Work request:
The word "Write" occurs in some lines of the listing. Copy those lines.

Records for processing:
"""

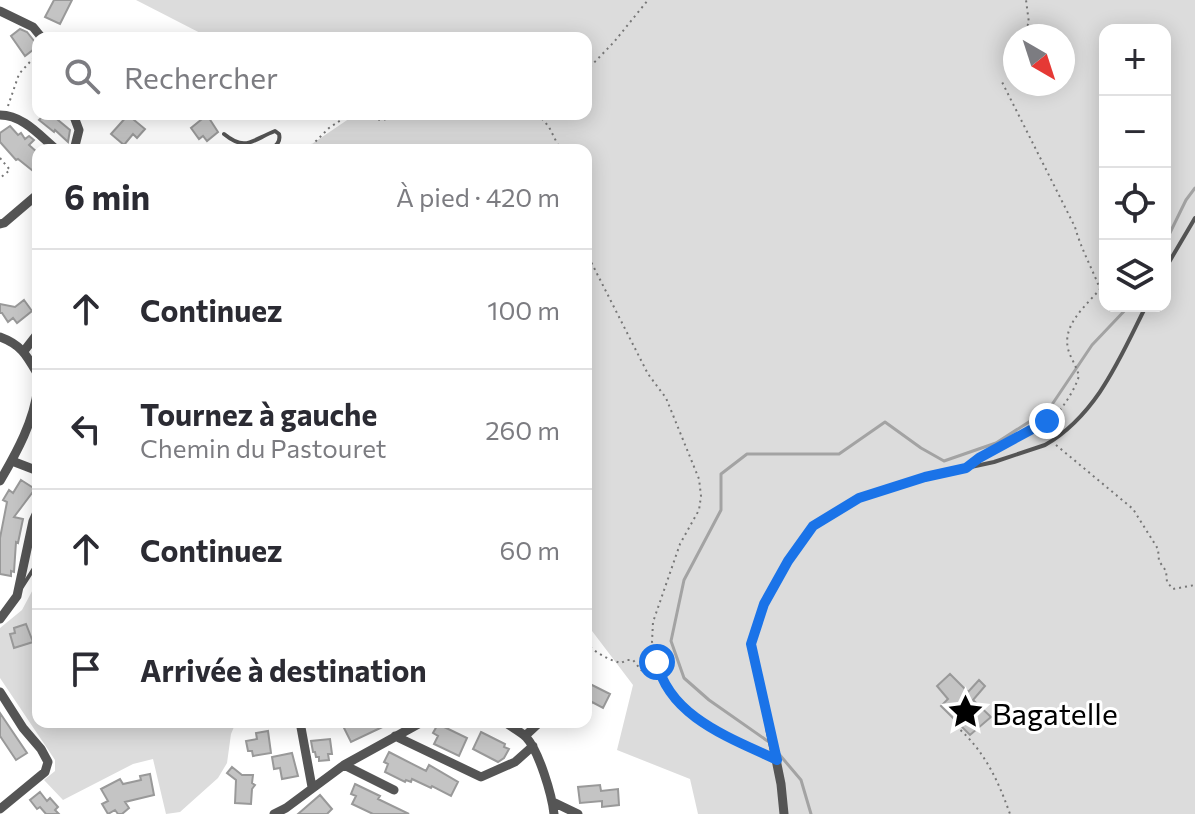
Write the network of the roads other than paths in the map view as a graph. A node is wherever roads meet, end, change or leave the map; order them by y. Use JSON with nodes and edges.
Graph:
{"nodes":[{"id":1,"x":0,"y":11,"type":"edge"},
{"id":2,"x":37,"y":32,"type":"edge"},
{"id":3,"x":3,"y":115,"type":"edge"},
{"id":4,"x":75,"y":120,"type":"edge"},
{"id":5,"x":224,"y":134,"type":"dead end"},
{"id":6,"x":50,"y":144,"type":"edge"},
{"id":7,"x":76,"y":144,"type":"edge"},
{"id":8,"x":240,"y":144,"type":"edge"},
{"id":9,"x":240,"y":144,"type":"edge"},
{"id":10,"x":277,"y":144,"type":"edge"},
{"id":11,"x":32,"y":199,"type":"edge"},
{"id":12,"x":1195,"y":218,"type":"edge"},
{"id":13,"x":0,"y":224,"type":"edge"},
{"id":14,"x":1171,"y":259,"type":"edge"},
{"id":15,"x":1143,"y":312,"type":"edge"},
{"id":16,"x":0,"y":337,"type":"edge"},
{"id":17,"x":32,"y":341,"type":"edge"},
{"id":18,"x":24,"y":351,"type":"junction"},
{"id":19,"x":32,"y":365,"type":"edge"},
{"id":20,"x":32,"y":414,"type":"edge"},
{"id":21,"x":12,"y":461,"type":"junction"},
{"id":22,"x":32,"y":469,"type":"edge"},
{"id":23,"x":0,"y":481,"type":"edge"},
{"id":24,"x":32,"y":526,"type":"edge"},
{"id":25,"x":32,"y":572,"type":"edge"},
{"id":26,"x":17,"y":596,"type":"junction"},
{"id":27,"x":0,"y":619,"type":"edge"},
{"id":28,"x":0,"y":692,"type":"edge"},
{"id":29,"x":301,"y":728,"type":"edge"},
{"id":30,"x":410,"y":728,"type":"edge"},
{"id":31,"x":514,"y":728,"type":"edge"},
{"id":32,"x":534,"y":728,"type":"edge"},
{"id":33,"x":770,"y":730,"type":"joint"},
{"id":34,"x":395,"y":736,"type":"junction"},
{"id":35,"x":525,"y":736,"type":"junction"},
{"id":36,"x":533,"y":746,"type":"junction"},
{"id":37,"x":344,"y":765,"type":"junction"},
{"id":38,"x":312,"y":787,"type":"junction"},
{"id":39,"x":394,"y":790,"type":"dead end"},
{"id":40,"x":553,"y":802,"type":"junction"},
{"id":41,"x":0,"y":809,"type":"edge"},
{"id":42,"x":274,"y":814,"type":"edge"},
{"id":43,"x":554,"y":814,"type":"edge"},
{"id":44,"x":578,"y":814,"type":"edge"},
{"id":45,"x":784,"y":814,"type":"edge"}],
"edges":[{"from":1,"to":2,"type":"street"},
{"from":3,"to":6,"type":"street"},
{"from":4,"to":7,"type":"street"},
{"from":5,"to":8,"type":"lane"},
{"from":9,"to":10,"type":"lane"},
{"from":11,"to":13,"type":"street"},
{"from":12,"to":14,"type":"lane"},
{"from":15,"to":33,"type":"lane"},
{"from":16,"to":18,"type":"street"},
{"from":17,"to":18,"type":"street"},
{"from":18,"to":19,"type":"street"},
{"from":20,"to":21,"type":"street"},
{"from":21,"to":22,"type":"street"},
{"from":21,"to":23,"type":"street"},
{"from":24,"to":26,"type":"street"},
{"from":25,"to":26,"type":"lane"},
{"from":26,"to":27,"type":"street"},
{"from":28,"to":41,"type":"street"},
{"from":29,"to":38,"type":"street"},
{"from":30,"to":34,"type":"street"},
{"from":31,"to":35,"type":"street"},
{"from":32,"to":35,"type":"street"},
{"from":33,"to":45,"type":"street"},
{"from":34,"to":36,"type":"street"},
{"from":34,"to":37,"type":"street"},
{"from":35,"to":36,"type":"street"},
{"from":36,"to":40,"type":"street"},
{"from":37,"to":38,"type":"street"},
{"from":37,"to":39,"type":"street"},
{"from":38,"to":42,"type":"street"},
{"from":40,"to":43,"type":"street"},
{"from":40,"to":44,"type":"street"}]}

"""
"""

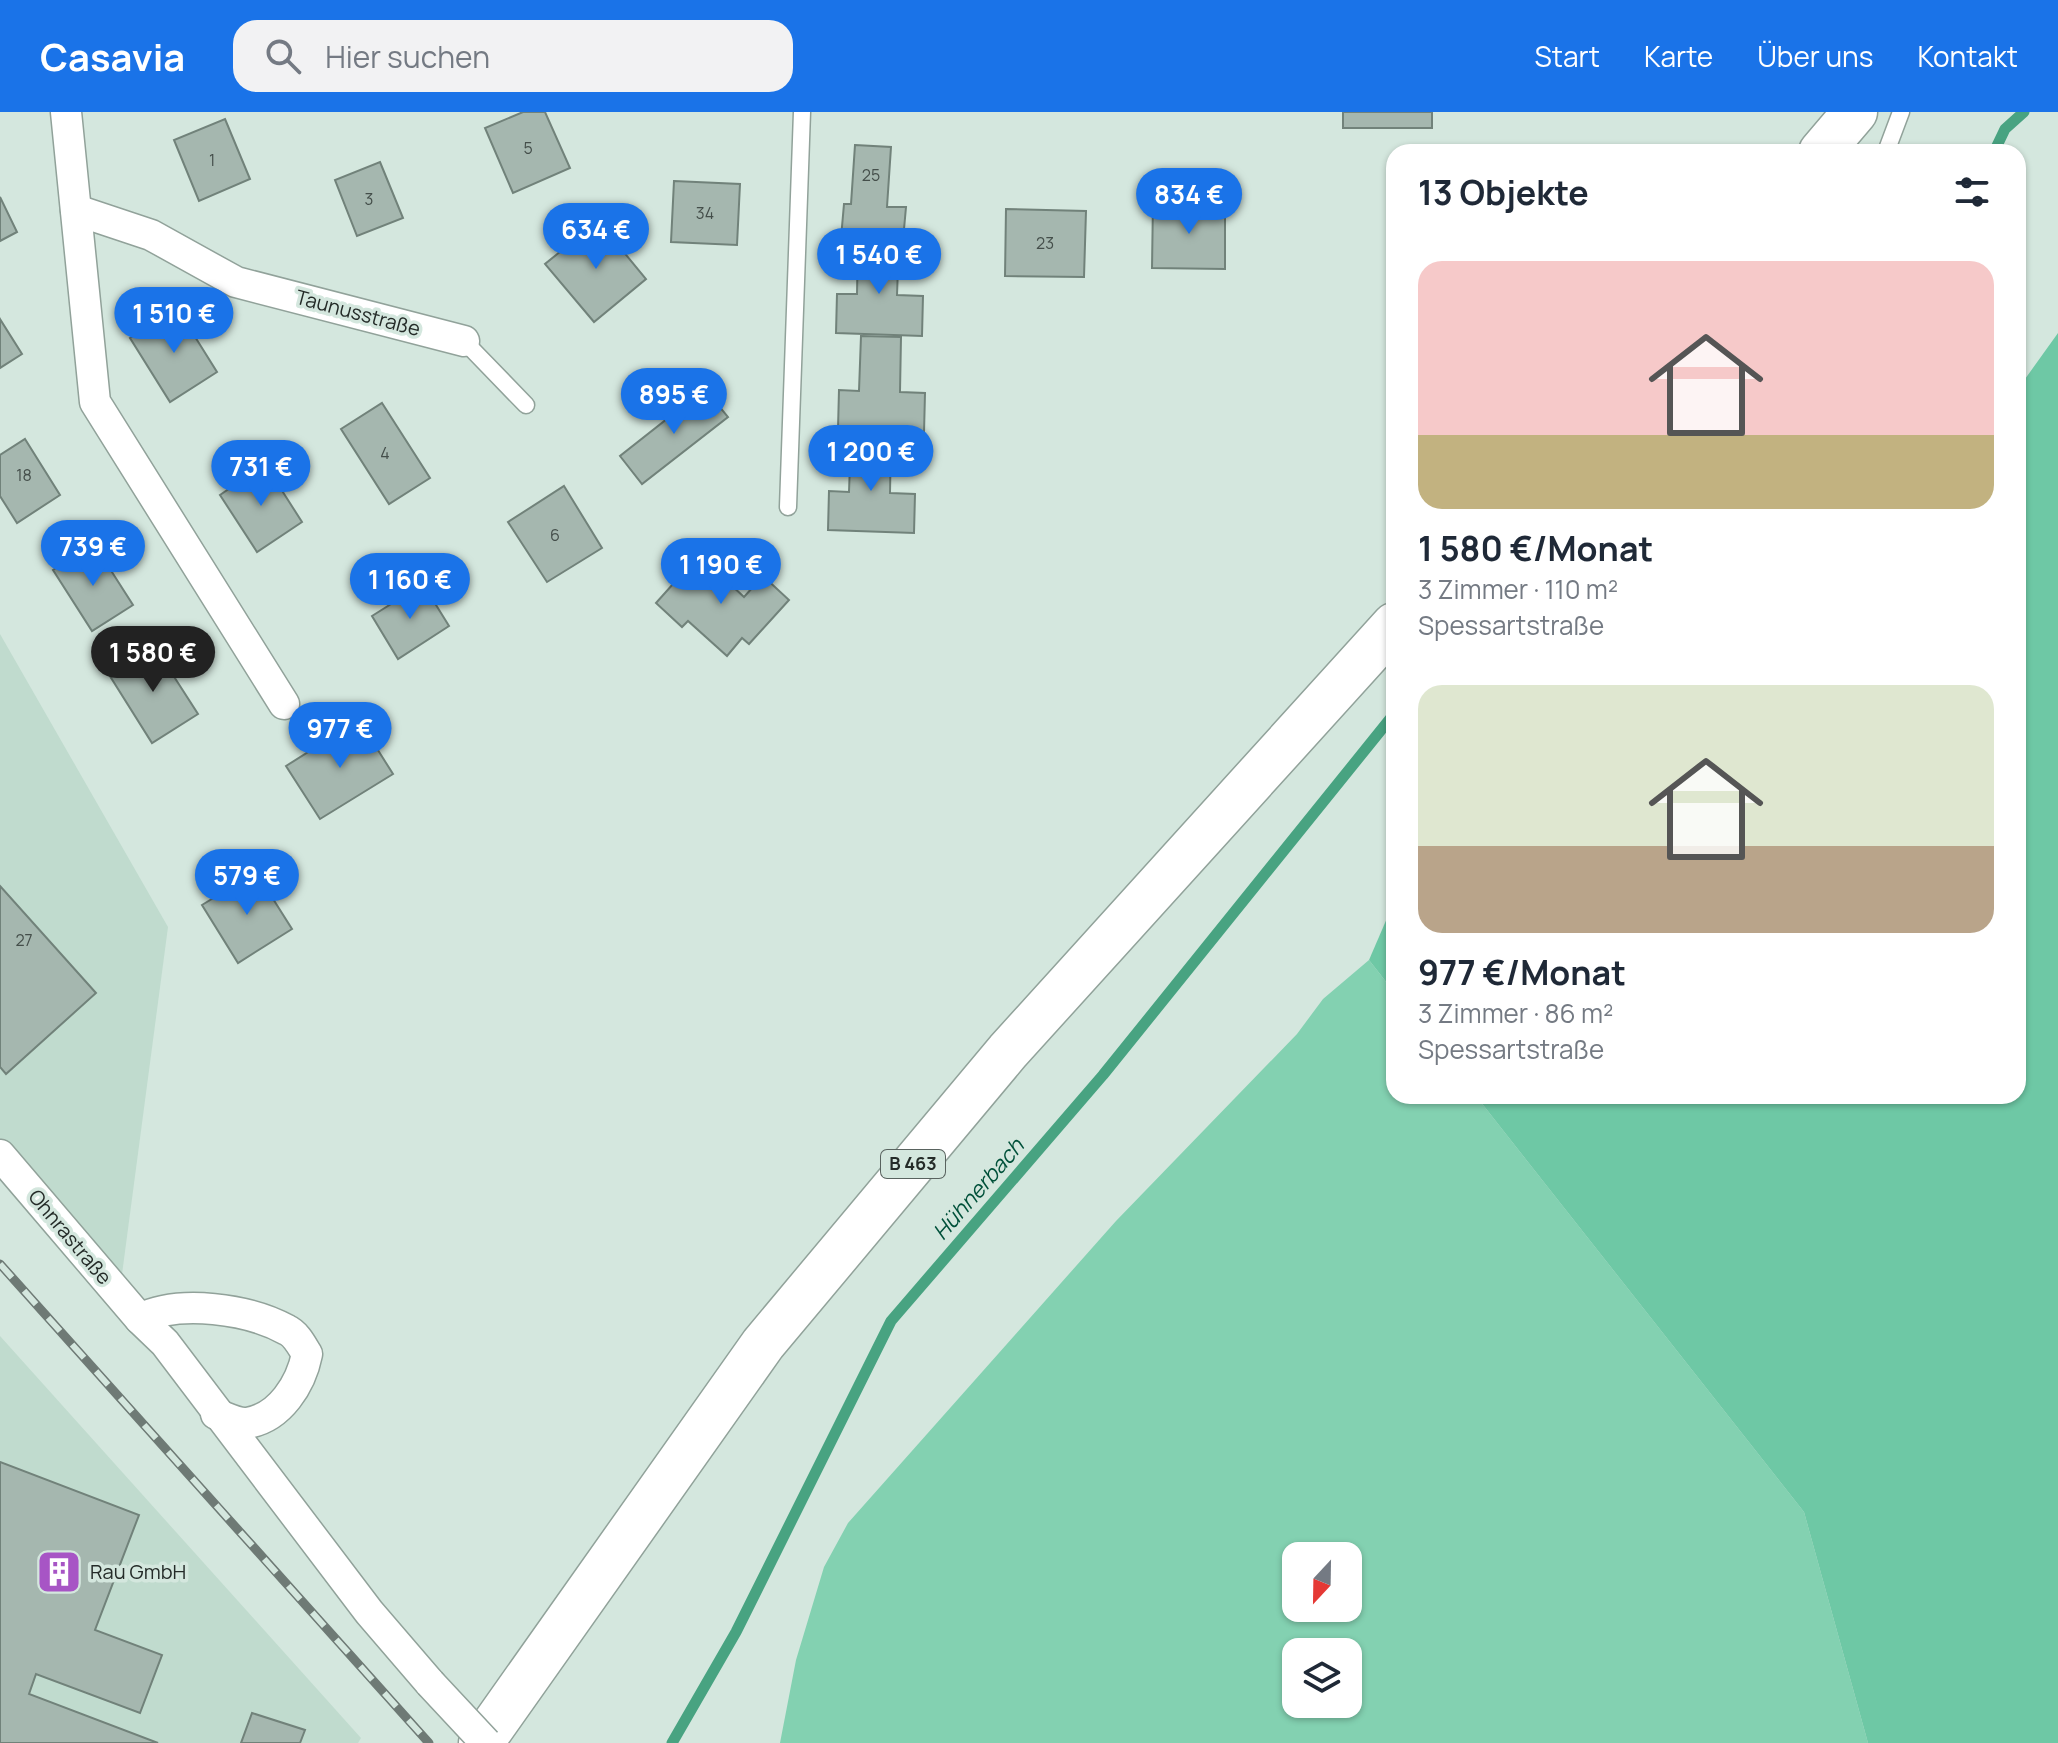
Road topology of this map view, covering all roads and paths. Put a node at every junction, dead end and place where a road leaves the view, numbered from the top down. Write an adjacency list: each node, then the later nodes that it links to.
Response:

"""

Solution:
Write the network of the roads other than paths in the map view as a graph. A node is wherever roads meet, end, change or leave the map; order them by y. Use JSON with nodes and edges.
Road topology of this map view, covering all roads and paths. Put a node at every junction, dead end and place where a road leaves the view, numbered from the top down. Write an adjacency list: each node, then the later nodes that it links to.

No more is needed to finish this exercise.